How anyone can say this merger is good for consumers with a straight face is beyond me.

Count me as one who can say it with a straight face. First, explain how having T-Mobile has created competition. Most who are against this deal keep saying that the big players run the market, so how does T-mobile help?

Also, if T-Mobile is not merged there is a strong possibility that they will go away. How does that figure into your plan?

It is called the free market, get used to it.
post #5 of 35
So now it's Apple's fault for giving Sprint the iPhone before the others? I bet Apple when to Sprint with the iPhone and Sprint foolishly negotiated their way out of a deal. If you notice Apple's carrier contracts they typically don't go with the largest carrier in a country. I think as soon as Apple had a CDMA-based iPhone in the works they were in talks with Sprint.


Quote:
Originally Posted by Eriamjh View Post

How anyone can say this merger is good for consumers with a straight face is beyond me.

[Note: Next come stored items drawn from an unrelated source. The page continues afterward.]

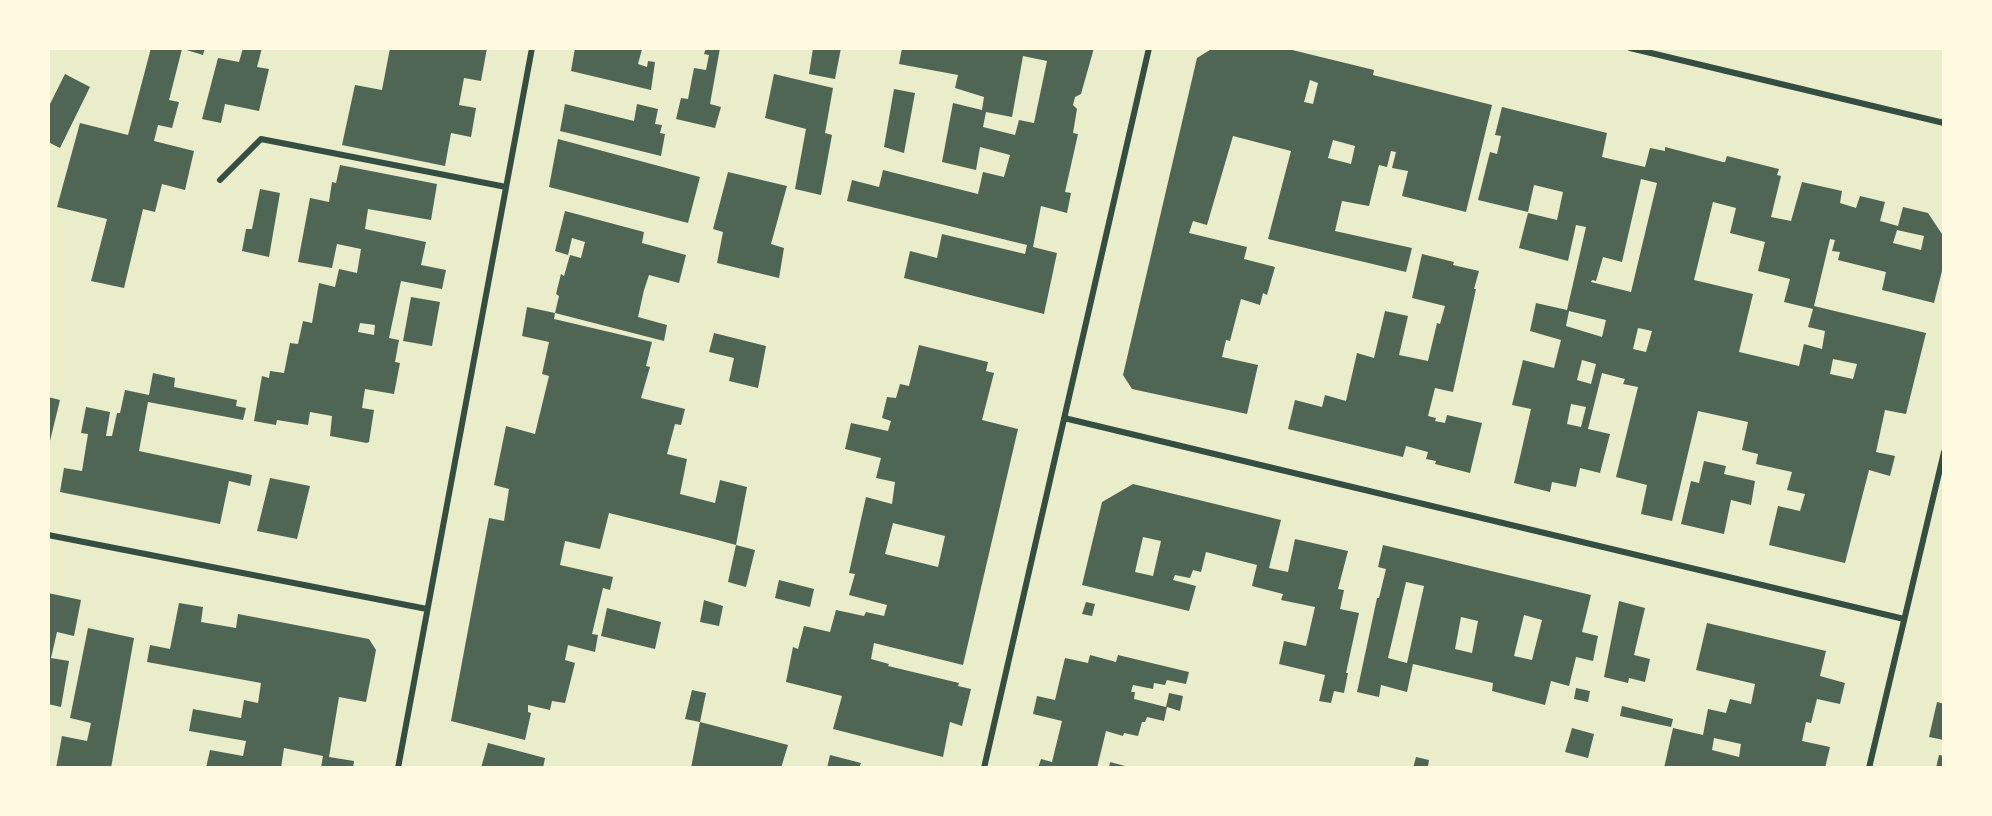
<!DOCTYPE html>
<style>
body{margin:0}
#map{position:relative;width:1992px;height:816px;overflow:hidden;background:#e9edc9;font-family:"Alegreya Sans",sans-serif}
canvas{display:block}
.frame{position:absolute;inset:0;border:50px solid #fefae0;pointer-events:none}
</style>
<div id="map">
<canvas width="1992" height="816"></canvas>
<div class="frame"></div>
</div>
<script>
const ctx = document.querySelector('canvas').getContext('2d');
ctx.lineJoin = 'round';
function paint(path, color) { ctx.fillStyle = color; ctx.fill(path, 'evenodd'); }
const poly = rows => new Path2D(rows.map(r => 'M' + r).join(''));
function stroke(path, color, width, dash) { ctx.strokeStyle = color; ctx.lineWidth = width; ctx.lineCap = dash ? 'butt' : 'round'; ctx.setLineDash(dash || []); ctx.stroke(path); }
const building = poly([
 [151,48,182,49,169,100,179,102,172,128,158,125,154,141,194,151,185,190,162,184,155,212,143,209,124,288,91,281,107,219,57,207,80,123,128,135],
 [180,48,205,48,203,55],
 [243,48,262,48,257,67,269,69,259,111,225,104,221,123,202,119,218,58,239,62],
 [390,48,487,48,481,81,464,78,459,105,476,108,471,137,451,133,445,166,342,145,355,85,382,90],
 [575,48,642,49,638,64,647,67,648,61,655,62,651,90,571,71],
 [706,48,720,48,710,104,721,107,715,128,676,119,681,98,688,99,694,68,706,70,709,55,704,54],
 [813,48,841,48,835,79,809,74],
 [902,48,1094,48,1081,94,1075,97,1073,105,1077,109,1073,133,1078,134,1065,192,1071,193,1067,213,1041,206,1033,247,1057,253,1044,314,904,278,910,251,937,258,942,234,1025,254,1027,245,847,201,852,180,879,187,883,170,978,194,983,172,1004,177,1010,155,980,147,976,170,942,162,953,103,982,110,984,97,955,88,958,75,899,64],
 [1023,56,1047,61,1034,123,1019,120,1015,135,983,127,986,112,1012,117],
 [1213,48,1284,48,1374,70,1373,75,1492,105,1466,212,1402,196,1408,171,1392,168,1396,152,1391,151,1387,167,1379,165,1369,206,1342,201,1335,231,1412,248,1406,272,1268,239,1291,151,1233,136,1207,225,1193,221,1189,233,1247,247,1244,259,1275,267,1267,295,1263,293,1260,305,1241,299,1230,341,1226,340,1222,357,1258,365,1247,414,1132,389,1123,375,1197,58],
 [1310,80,1318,83,1313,104,1304,102],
 [1333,140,1355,146,1351,164,1328,158],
 [65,74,90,87,60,148,48,142,48,108],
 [774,74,833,88,825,133,832,135,821,195,795,189,806,129,765,118],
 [894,89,915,93,904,153,884,147],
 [565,104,634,121,637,104,658,109,655,124,662,125,660,133,665,134,661,156,560,131],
 [1502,107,1607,133,1602,157,1645,167,1650,148,1665,151,1665,147,1723,162,1725,162,1727,156,1779,169,1777,175,1781,176,1771,217,1791,221,1802,182,1842,191,1840,203,1856,208,1860,196,1885,202,1880,221,1898,226,1903,207,1928,213,1944,237,1944,263,1934,303,1882,290,1886,272,1838,260,1840,252,1832,251,1835,240,1830,239,1814,306,1926,333,1906,414,1885,410,1876,452,1895,456,1890,476,1869,470,1845,563,1769,545,1778,506,1800,511,1805,494,1787,490,1792,472,1756,464,1758,454,1742,450,1748,422,1698,411,1672,521,1641,514,1647,485,1616,477,1638,387,1623,384,1625,379,1602,373,1588,429,1610,434,1600,473,1580,468,1576,487,1552,482,1550,492,1514,483,1531,409,1512,405,1523,360,1554,368,1561,340,1530,331,1536,303,1567,310,1586,227,1576,225,1568,261,1519,248,1528,213,1557,220,1563,192,1534,185,1528,212,1478,200,1490,152,1497,154,1501,136,1495,135],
 [1641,179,1657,183,1631,292,1591,282,1592,280,1596,281,1603,257,1622,262],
 [1713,202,1736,208,1730,233,1765,242,1758,271,1790,279,1784,302,1813,309,1808,327,1825,331,1822,349,1804,344,1799,366,1739,352,1753,294,1694,280],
 [1897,230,1924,236,1921,250,1893,243],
 [1569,311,1606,320,1602,337,1566,326],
 [1638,328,1652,331,1646,352,1633,349],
 [1833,359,1857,364,1853,379,1830,374],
 [1582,360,1596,364,1591,384,1577,380],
 [1571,404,1586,407,1581,427,1567,424],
 [558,139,700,177,688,223,549,187],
 [340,165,437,184,431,220,368,209,365,229,426,242,421,265,446,270,442,289,401,281,389,338,399,340,395,362,400,363,394,394,365,389,362,408,374,410,369,442,367,443,330,436,332,416,310,412,308,425,277,420,276,425,254,421,262,376,269,378,270,371,284,373,290,343,298,344,303,321,312,323,319,283,335,287,339,269,357,273,361,249,337,244,332,268,298,262,310,198,329,202,332,182,336,183],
 [360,323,375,325,374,335,358,332],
 [728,172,787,186,771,244,784,248,779,278,717,263,723,232,713,229],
 [260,189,280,193,269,257,242,251,246,229,252,229],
 [565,211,644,232,642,243,686,255,679,283,649,275,644,290,638,317,667,325,664,341,555,313,554,319,652,342,646,366,650,367,641,398,685,409,681,425,675,424,667,454,687,459,680,494,715,503,720,480,747,487,736,545,755,550,746,587,728,582,736,545,710,538,609,513,600,549,565,541,560,565,613,577,610,590,603,588,592,634,598,635,595,652,568,645,565,660,575,663,565,703,552,701,550,710,528,705,528,712,531,713,525,740,451,721,489,518,504,521,509,489,494,485,506,426,535,434,549,376,542,374,549,342,522,336,527,307,555,313,559,296,556,294,561,274,564,276,570,255,581,258,585,242,572,238,568,255,555,251],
 [1422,254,1454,262,1453,265,1479,271,1474,289,1476,289,1453,392,1435,388,1428,416,1436,418,1435,421,1445,423,1447,415,1482,423,1470,473,1435,464,1436,461,1426,459,1428,452,1406,446,1403,457,1288,429,1295,400,1322,407,1325,395,1346,401,1357,353,1374,358,1385,311,1408,316,1399,355,1428,361,1437,323,1440,324,1445,306,1412,298],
 [411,297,440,302,432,346,403,341],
 [714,333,766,346,758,388,729,381,734,358,709,352],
 [919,345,988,362,986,371,994,373,982,420,1018,429,963,665,874,643,871,659,889,664,888,666,959,683,958,686,971,689,962,726,950,722,943,757,833,729,842,696,786,682,793,647,798,649,804,626,830,632,836,610,864,616,866,612,884,616,887,605,849,595,855,574,849,573,866,497,892,504,895,482,876,478,881,458,845,449,851,423,888,431,891,421,882,418,887,397,896,398,900,384,909,386],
 [893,523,945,536,938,567,885,554],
 [153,373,175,378,174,387,237,400,236,406,246,408,243,420,148,402,139,451,252,475,250,486,229,481,220,524,60,492,64,468,82,471,88,434,81,433,86,407,110,412,106,436,112,436,117,413,120,413,125,390,149,395],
 [48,397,60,400,49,445,48,445],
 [1704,461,1726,466,1724,474,1755,481,1751,505,1731,500,1724,534,1681,524,1691,481,1699,483],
 [270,478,310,486,297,539,257,531],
 [1133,484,1281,520,1269,568,1288,572,1295,539,1348,551,1338,589,1344,590,1340,609,1359,613,1346,673,1348,673,1344,693,1334,691,1331,703,1319,701,1325,675,1279,664,1284,641,1306,646,1315,607,1281,600,1283,594,1252,586,1257,565,1206,552,1201,572,1193,570,1190,578,1175,575,1173,580,1196,586,1189,611,1082,585,1102,502],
 [1143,537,1161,541,1153,576,1135,572],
 [1383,545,1591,595,1582,632,1598,636,1593,661,1576,657,1569,686,1551,681,1545,705,1492,691,1493,683,1413,664,1407,692,1381,685,1379,697,1357,692,1377,598,1379,598,1386,569,1378,567],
 [1406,582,1424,586,1407,663,1388,658],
 [1524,615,1542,620,1532,660,1514,656],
 [1461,617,1478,621,1472,653,1455,649],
 [779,580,814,589,810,607,775,598],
 [48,593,81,600,74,636,57,632,51,658,69,661,61,707,48,704],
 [704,600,723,606,719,626,700,622],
 [1619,601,1645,608,1634,655,1650,659,1645,682,1629,678,1628,683,1604,677],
 [1086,602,1095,604,1092,616,1082,614],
 [179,603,203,607,201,622,236,628,238,614,369,639,376,650,366,702,339,697,329,757,354,761,353,768,321,768,323,756,284,748,281,768,206,768,210,750,243,756,246,741,189,731,193,709,241,718,244,700,258,703,261,683,147,662,150,645,170,649],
 [607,608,661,622,655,649,601,636],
 [1707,623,1826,651,1820,676,1845,683,1840,704,1817,699,1811,723,1806,722,1802,741,1830,747,1825,768,1664,768,1673,728,1703,735,1708,709,1726,713,1730,699,1751,704,1755,684,1696,670],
 [1714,738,1741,744,1739,757,1712,750],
 [88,628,134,638,111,768,56,768,62,736,87,741,91,723,70,718],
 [1090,655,1116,662,1118,655,1189,672,1186,684,1167,680,1165,685,1154,683,1153,689,1133,685,1131,692,1135,692,1134,699,1166,707,1169,693,1183,696,1180,711,1167,707,1164,721,1147,717,1145,722,1142,722,1138,736,1124,733,1123,736,1106,731,1097,768,1038,768,1041,759,1052,762,1062,721,1033,714,1037,696,1055,700,1065,658,1088,663],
 [1576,688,1590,691,1588,702,1574,699],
 [692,690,706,693,700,722,788,745,781,768,691,768,700,722,685,719],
 [1937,702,1944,704,1944,740,1929,737],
 [1622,706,1673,719,1671,727,1620,716],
 [1572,728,1594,734,1588,758,1565,752],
 [488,743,545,758,543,768,481,768],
 [830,755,861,763,859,768,827,768],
 [1939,755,1944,756,1944,768,1936,768],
 [1416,757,1429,760,1428,766,1432,768,1413,768],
 [1110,762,1129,767,1129,768,1109,768]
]);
const minor = poly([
 [1630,48,1944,123],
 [220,180,261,139,506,187],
 [1064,418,1904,619],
 [48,535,427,609],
 [398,768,532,48],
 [984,768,1149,48],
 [1869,768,1944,452]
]);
paint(building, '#4f6655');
stroke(minor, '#344e41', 6);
</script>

I'm with fizzmaster. T-Mobile USA being allowed to continually lose customers as the other carriers get the iPhone and thrive will not help competition. Having the US gov't bail out T-Mobile USA to keep them afloat will not help competition.

If Deutsche Telecom wants out of the US market and AT&T is willing to buy them I'm all for it. The only concession I have is that the spectrum not be completely given to AT&T, but Verizon and Sprint to bid or pay for a percentage.

This is how fair competition should work and I think three major MNOs in the contiguous US will render the same level of healthy competition that three major MNOs and a faltering fourth MNO could.

What we really need is the government to look into potential oligopolies between the carriers keeping data, voice and, most of all, SMS charges so damn high. That's where I cry foul.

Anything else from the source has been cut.